**What this task involves:** Output all records exactly.

Dataset excerpts
○ ○ ○ ○ ○

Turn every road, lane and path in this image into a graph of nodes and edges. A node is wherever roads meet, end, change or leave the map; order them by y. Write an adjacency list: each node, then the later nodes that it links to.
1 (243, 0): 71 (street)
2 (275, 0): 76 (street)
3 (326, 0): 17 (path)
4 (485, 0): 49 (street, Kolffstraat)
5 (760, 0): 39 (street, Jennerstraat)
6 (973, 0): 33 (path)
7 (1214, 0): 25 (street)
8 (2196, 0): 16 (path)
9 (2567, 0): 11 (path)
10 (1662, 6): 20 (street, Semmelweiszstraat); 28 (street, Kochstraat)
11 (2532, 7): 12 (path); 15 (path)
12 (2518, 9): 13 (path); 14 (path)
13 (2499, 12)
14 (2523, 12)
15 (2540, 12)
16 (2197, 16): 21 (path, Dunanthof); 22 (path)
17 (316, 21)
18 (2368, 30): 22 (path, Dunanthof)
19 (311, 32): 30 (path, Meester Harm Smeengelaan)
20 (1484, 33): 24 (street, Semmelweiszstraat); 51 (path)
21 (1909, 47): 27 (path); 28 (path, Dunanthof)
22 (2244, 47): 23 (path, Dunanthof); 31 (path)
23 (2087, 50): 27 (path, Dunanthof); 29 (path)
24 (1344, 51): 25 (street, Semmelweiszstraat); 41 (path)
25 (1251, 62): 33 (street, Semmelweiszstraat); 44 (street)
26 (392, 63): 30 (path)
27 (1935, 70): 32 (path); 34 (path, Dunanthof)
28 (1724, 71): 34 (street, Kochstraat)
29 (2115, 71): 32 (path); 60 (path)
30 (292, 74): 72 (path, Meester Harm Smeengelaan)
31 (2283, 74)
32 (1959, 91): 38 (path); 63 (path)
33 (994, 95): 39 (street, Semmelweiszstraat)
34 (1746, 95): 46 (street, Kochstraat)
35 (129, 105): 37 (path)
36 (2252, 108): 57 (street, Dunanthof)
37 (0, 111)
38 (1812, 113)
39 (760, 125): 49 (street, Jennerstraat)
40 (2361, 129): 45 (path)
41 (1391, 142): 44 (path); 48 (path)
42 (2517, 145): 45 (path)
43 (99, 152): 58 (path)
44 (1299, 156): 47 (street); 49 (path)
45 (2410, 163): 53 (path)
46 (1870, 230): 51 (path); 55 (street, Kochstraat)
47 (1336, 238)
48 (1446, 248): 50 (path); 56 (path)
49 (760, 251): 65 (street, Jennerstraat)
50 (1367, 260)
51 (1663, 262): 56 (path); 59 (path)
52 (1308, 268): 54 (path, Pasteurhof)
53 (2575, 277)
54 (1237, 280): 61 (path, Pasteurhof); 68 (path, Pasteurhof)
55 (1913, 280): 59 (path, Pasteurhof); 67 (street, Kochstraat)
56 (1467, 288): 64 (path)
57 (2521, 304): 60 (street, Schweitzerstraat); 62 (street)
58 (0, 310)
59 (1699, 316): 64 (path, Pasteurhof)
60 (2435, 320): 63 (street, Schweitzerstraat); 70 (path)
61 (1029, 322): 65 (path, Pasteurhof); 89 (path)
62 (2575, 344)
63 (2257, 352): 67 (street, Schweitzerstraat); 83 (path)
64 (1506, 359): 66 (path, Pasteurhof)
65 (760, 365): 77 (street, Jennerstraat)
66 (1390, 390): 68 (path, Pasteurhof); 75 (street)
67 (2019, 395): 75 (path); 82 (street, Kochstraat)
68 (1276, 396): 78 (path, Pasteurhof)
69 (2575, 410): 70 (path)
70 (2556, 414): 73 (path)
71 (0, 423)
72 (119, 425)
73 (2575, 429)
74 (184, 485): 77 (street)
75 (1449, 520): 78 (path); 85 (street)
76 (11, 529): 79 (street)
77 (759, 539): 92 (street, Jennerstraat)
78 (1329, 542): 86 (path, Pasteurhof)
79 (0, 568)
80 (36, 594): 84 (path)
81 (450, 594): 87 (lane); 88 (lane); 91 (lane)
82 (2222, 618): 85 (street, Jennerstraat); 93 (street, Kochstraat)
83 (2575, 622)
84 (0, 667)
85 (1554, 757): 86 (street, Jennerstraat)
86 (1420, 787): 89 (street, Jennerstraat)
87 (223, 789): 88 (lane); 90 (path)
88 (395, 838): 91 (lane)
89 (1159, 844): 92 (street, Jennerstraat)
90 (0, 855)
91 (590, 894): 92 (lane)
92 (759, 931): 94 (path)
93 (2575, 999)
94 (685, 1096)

○ ○ ○ ○ ○

**Exercise solution:**
Turn every road, lane and path in this image into a graph of nodes and edges. A node is wherever roads meet, end, change or leave the map; order them by y. Write an adjacency list: each node, then the later nodes that it links to.
1 (243, 0): 71 (street)
2 (275, 0): 76 (street)
3 (326, 0): 17 (path)
4 (485, 0): 49 (street, Kolffstraat)
5 (760, 0): 39 (street, Jennerstraat)
6 (973, 0): 33 (path)
7 (1214, 0): 25 (street)
8 (2196, 0): 16 (path)
9 (2567, 0): 11 (path)
10 (1662, 6): 20 (street, Semmelweiszstraat); 28 (street, Kochstraat)
11 (2532, 7): 12 (path); 15 (path)
12 (2518, 9): 13 (path); 14 (path)
13 (2499, 12)
14 (2523, 12)
15 (2540, 12)
16 (2197, 16): 21 (path, Dunanthof); 22 (path)
17 (316, 21)
18 (2368, 30): 22 (path, Dunanthof)
19 (311, 32): 30 (path, Meester Harm Smeengelaan)
20 (1484, 33): 24 (street, Semmelweiszstraat); 51 (path)
21 (1909, 47): 27 (path); 28 (path, Dunanthof)
22 (2244, 47): 23 (path, Dunanthof); 31 (path)
23 (2087, 50): 27 (path, Dunanthof); 29 (path)
24 (1344, 51): 25 (street, Semmelweiszstraat); 41 (path)
25 (1251, 62): 33 (street, Semmelweiszstraat); 44 (street)
26 (392, 63): 30 (path)
27 (1935, 70): 32 (path); 34 (path, Dunanthof)
28 (1724, 71): 34 (street, Kochstraat)
29 (2115, 71): 32 (path); 60 (path)
30 (292, 74): 72 (path, Meester Harm Smeengelaan)
31 (2283, 74)
32 (1959, 91): 38 (path); 63 (path)
33 (994, 95): 39 (street, Semmelweiszstraat)
34 (1746, 95): 46 (street, Kochstraat)
35 (129, 105): 37 (path)
36 (2252, 108): 57 (street, Dunanthof)
37 (0, 111)
38 (1812, 113)
39 (760, 125): 49 (street, Jennerstraat)
40 (2361, 129): 45 (path)
41 (1391, 142): 44 (path); 48 (path)
42 (2517, 145): 45 (path)
43 (99, 152): 58 (path)
44 (1299, 156): 47 (street); 49 (path)
45 (2410, 163): 53 (path)
46 (1870, 230): 51 (path); 55 (street, Kochstraat)
47 (1336, 238)
48 (1446, 248): 50 (path); 56 (path)
49 (760, 251): 65 (street, Jennerstraat)
50 (1367, 260)
51 (1663, 262): 56 (path); 59 (path)
52 (1308, 268): 54 (path, Pasteurhof)
53 (2575, 277)
54 (1237, 280): 61 (path, Pasteurhof); 68 (path, Pasteurhof)
55 (1913, 280): 59 (path, Pasteurhof); 67 (street, Kochstraat)
56 (1467, 288): 64 (path)
57 (2521, 304): 60 (street, Schweitzerstraat); 62 (street)
58 (0, 310)
59 (1699, 316): 64 (path, Pasteurhof)
60 (2435, 320): 63 (street, Schweitzerstraat); 70 (path)
61 (1029, 322): 65 (path, Pasteurhof); 89 (path)
62 (2575, 344)
63 (2257, 352): 67 (street, Schweitzerstraat); 83 (path)
64 (1506, 359): 66 (path, Pasteurhof)
65 (760, 365): 77 (street, Jennerstraat)
66 (1390, 390): 68 (path, Pasteurhof); 75 (street)
67 (2019, 395): 75 (path); 82 (street, Kochstraat)
68 (1276, 396): 78 (path, Pasteurhof)
69 (2575, 410): 70 (path)
70 (2556, 414): 73 (path)
71 (0, 423)
72 (119, 425)
73 (2575, 429)
74 (184, 485): 77 (street)
75 (1449, 520): 78 (path); 85 (street)
76 (11, 529): 79 (street)
77 (759, 539): 92 (street, Jennerstraat)
78 (1329, 542): 86 (path, Pasteurhof)
79 (0, 568)
80 (36, 594): 84 (path)
81 (450, 594): 87 (lane); 88 (lane); 91 (lane)
82 (2222, 618): 85 (street, Jennerstraat); 93 (street, Kochstraat)
83 (2575, 622)
84 (0, 667)
85 (1554, 757): 86 (street, Jennerstraat)
86 (1420, 787): 89 (street, Jennerstraat)
87 (223, 789): 88 (lane); 90 (path)
88 (395, 838): 91 (lane)
89 (1159, 844): 92 (street, Jennerstraat)
90 (0, 855)
91 (590, 894): 92 (lane)
92 (759, 931): 94 (path)
93 (2575, 999)
94 (685, 1096)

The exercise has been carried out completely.